──────── Given information
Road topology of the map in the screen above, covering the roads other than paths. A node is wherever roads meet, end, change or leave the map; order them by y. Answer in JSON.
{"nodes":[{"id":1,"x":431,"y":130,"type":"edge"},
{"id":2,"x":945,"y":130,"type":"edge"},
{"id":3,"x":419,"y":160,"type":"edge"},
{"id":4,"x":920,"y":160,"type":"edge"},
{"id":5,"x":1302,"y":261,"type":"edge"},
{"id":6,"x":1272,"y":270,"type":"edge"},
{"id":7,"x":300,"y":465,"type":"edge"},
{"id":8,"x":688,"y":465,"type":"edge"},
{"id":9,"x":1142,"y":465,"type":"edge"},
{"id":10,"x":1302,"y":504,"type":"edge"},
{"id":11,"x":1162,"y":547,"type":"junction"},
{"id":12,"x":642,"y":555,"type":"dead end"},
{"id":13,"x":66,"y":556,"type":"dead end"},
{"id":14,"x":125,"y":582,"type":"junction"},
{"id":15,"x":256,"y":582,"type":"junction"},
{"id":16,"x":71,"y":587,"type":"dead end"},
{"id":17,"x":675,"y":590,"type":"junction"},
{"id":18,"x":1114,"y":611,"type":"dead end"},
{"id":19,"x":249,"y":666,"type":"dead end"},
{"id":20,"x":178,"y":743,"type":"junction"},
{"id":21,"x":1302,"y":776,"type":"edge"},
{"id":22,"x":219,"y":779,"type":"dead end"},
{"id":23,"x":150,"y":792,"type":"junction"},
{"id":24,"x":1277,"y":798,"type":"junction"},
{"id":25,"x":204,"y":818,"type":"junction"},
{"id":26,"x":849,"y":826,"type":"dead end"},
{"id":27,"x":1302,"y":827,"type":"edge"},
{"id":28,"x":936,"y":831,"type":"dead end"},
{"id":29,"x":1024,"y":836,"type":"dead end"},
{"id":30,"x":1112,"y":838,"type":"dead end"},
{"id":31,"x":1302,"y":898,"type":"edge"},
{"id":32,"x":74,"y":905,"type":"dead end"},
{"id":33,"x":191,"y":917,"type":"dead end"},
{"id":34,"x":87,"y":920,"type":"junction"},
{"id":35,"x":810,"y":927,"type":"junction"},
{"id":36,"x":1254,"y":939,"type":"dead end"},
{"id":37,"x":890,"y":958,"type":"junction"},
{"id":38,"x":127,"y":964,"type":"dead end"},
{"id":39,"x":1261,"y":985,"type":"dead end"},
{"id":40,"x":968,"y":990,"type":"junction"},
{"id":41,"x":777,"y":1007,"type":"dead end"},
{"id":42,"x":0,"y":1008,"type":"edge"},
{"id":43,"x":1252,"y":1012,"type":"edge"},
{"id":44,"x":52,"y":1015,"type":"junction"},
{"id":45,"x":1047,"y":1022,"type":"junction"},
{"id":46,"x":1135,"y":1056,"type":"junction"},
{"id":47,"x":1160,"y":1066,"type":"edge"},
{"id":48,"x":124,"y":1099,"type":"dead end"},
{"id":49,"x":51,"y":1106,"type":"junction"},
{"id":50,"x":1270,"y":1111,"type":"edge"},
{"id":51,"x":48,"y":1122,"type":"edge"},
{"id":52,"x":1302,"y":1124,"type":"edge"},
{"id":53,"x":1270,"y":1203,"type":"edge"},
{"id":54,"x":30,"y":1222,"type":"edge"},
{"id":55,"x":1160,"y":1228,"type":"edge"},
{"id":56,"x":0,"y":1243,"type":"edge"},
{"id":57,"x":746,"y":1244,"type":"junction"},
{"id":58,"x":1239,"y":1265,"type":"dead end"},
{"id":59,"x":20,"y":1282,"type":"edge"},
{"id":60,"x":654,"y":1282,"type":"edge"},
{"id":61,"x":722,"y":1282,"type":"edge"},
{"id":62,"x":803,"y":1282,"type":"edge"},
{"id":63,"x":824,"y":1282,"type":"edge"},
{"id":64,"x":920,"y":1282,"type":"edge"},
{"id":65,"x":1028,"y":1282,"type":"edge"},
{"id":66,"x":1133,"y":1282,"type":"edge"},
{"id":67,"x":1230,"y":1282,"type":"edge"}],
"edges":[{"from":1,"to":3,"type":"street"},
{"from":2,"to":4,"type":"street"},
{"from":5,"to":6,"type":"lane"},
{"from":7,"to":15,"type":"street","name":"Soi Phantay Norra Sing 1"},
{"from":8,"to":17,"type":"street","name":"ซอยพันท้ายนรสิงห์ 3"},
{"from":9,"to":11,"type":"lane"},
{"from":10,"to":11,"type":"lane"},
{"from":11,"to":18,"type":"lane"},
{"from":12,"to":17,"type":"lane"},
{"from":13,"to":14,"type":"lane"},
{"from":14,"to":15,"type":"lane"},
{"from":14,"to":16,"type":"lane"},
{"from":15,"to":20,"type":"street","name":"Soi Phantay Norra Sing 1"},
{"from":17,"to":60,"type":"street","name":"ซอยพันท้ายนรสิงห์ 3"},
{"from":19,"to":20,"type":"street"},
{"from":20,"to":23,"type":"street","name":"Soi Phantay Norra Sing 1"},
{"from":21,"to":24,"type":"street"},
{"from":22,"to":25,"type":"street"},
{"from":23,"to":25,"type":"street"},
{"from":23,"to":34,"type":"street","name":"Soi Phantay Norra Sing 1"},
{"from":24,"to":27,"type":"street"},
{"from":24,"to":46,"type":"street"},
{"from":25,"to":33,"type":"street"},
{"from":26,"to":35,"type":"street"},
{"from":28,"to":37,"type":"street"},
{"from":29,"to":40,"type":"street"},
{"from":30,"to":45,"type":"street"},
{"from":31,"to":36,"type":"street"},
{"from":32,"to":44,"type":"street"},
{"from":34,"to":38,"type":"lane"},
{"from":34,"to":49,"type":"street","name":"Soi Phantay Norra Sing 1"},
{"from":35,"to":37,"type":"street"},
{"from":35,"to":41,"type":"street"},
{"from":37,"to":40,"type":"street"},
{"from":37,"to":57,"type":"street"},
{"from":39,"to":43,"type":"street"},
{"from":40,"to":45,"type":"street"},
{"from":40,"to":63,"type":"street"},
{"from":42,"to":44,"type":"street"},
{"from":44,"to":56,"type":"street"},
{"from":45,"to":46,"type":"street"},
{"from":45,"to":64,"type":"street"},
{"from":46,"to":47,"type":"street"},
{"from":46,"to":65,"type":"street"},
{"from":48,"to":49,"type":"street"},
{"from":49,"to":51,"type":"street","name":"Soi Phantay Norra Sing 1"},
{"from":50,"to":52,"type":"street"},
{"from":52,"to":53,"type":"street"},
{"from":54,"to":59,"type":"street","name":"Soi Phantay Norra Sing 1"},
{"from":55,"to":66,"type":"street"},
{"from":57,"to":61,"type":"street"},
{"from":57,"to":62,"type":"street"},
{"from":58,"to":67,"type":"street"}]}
────────────────
Task goal:
Return every entry above with nothing altered.

Your solution:
Road topology of the map in the screen above, covering the roads other than paths. A node is wherever roads meet, end, change or leave the map; order them by y. Answer in JSON.
{"nodes":[{"id":1,"x":431,"y":130,"type":"edge"},
{"id":2,"x":945,"y":130,"type":"edge"},
{"id":3,"x":419,"y":160,"type":"edge"},
{"id":4,"x":920,"y":160,"type":"edge"},
{"id":5,"x":1302,"y":261,"type":"edge"},
{"id":6,"x":1272,"y":270,"type":"edge"},
{"id":7,"x":300,"y":465,"type":"edge"},
{"id":8,"x":688,"y":465,"type":"edge"},
{"id":9,"x":1142,"y":465,"type":"edge"},
{"id":10,"x":1302,"y":504,"type":"edge"},
{"id":11,"x":1162,"y":547,"type":"junction"},
{"id":12,"x":642,"y":555,"type":"dead end"},
{"id":13,"x":66,"y":556,"type":"dead end"},
{"id":14,"x":125,"y":582,"type":"junction"},
{"id":15,"x":256,"y":582,"type":"junction"},
{"id":16,"x":71,"y":587,"type":"dead end"},
{"id":17,"x":675,"y":590,"type":"junction"},
{"id":18,"x":1114,"y":611,"type":"dead end"},
{"id":19,"x":249,"y":666,"type":"dead end"},
{"id":20,"x":178,"y":743,"type":"junction"},
{"id":21,"x":1302,"y":776,"type":"edge"},
{"id":22,"x":219,"y":779,"type":"dead end"},
{"id":23,"x":150,"y":792,"type":"junction"},
{"id":24,"x":1277,"y":798,"type":"junction"},
{"id":25,"x":204,"y":818,"type":"junction"},
{"id":26,"x":849,"y":826,"type":"dead end"},
{"id":27,"x":1302,"y":827,"type":"edge"},
{"id":28,"x":936,"y":831,"type":"dead end"},
{"id":29,"x":1024,"y":836,"type":"dead end"},
{"id":30,"x":1112,"y":838,"type":"dead end"},
{"id":31,"x":1302,"y":898,"type":"edge"},
{"id":32,"x":74,"y":905,"type":"dead end"},
{"id":33,"x":191,"y":917,"type":"dead end"},
{"id":34,"x":87,"y":920,"type":"junction"},
{"id":35,"x":810,"y":927,"type":"junction"},
{"id":36,"x":1254,"y":939,"type":"dead end"},
{"id":37,"x":890,"y":958,"type":"junction"},
{"id":38,"x":127,"y":964,"type":"dead end"},
{"id":39,"x":1261,"y":985,"type":"dead end"},
{"id":40,"x":968,"y":990,"type":"junction"},
{"id":41,"x":777,"y":1007,"type":"dead end"},
{"id":42,"x":0,"y":1008,"type":"edge"},
{"id":43,"x":1252,"y":1012,"type":"edge"},
{"id":44,"x":52,"y":1015,"type":"junction"},
{"id":45,"x":1047,"y":1022,"type":"junction"},
{"id":46,"x":1135,"y":1056,"type":"junction"},
{"id":47,"x":1160,"y":1066,"type":"edge"},
{"id":48,"x":124,"y":1099,"type":"dead end"},
{"id":49,"x":51,"y":1106,"type":"junction"},
{"id":50,"x":1270,"y":1111,"type":"edge"},
{"id":51,"x":48,"y":1122,"type":"edge"},
{"id":52,"x":1302,"y":1124,"type":"edge"},
{"id":53,"x":1270,"y":1203,"type":"edge"},
{"id":54,"x":30,"y":1222,"type":"edge"},
{"id":55,"x":1160,"y":1228,"type":"edge"},
{"id":56,"x":0,"y":1243,"type":"edge"},
{"id":57,"x":746,"y":1244,"type":"junction"},
{"id":58,"x":1239,"y":1265,"type":"dead end"},
{"id":59,"x":20,"y":1282,"type":"edge"},
{"id":60,"x":654,"y":1282,"type":"edge"},
{"id":61,"x":722,"y":1282,"type":"edge"},
{"id":62,"x":803,"y":1282,"type":"edge"},
{"id":63,"x":824,"y":1282,"type":"edge"},
{"id":64,"x":920,"y":1282,"type":"edge"},
{"id":65,"x":1028,"y":1282,"type":"edge"},
{"id":66,"x":1133,"y":1282,"type":"edge"},
{"id":67,"x":1230,"y":1282,"type":"edge"}],
"edges":[{"from":1,"to":3,"type":"street"},
{"from":2,"to":4,"type":"street"},
{"from":5,"to":6,"type":"lane"},
{"from":7,"to":15,"type":"street","name":"Soi Phantay Norra Sing 1"},
{"from":8,"to":17,"type":"street","name":"ซอยพันท้ายนรสิงห์ 3"},
{"from":9,"to":11,"type":"lane"},
{"from":10,"to":11,"type":"lane"},
{"from":11,"to":18,"type":"lane"},
{"from":12,"to":17,"type":"lane"},
{"from":13,"to":14,"type":"lane"},
{"from":14,"to":15,"type":"lane"},
{"from":14,"to":16,"type":"lane"},
{"from":15,"to":20,"type":"street","name":"Soi Phantay Norra Sing 1"},
{"from":17,"to":60,"type":"street","name":"ซอยพันท้ายนรสิงห์ 3"},
{"from":19,"to":20,"type":"street"},
{"from":20,"to":23,"type":"street","name":"Soi Phantay Norra Sing 1"},
{"from":21,"to":24,"type":"street"},
{"from":22,"to":25,"type":"street"},
{"from":23,"to":25,"type":"street"},
{"from":23,"to":34,"type":"street","name":"Soi Phantay Norra Sing 1"},
{"from":24,"to":27,"type":"street"},
{"from":24,"to":46,"type":"street"},
{"from":25,"to":33,"type":"street"},
{"from":26,"to":35,"type":"street"},
{"from":28,"to":37,"type":"street"},
{"from":29,"to":40,"type":"street"},
{"from":30,"to":45,"type":"street"},
{"from":31,"to":36,"type":"street"},
{"from":32,"to":44,"type":"street"},
{"from":34,"to":38,"type":"lane"},
{"from":34,"to":49,"type":"street","name":"Soi Phantay Norra Sing 1"},
{"from":35,"to":37,"type":"street"},
{"from":35,"to":41,"type":"street"},
{"from":37,"to":40,"type":"street"},
{"from":37,"to":57,"type":"street"},
{"from":39,"to":43,"type":"street"},
{"from":40,"to":45,"type":"street"},
{"from":40,"to":63,"type":"street"},
{"from":42,"to":44,"type":"street"},
{"from":44,"to":56,"type":"street"},
{"from":45,"to":46,"type":"street"},
{"from":45,"to":64,"type":"street"},
{"from":46,"to":47,"type":"street"},
{"from":46,"to":65,"type":"street"},
{"from":48,"to":49,"type":"street"},
{"from":49,"to":51,"type":"street","name":"Soi Phantay Norra Sing 1"},
{"from":50,"to":52,"type":"street"},
{"from":52,"to":53,"type":"street"},
{"from":54,"to":59,"type":"street","name":"Soi Phantay Norra Sing 1"},
{"from":55,"to":66,"type":"street"},
{"from":57,"to":61,"type":"street"},
{"from":57,"to":62,"type":"street"},
{"from":58,"to":67,"type":"street"}]}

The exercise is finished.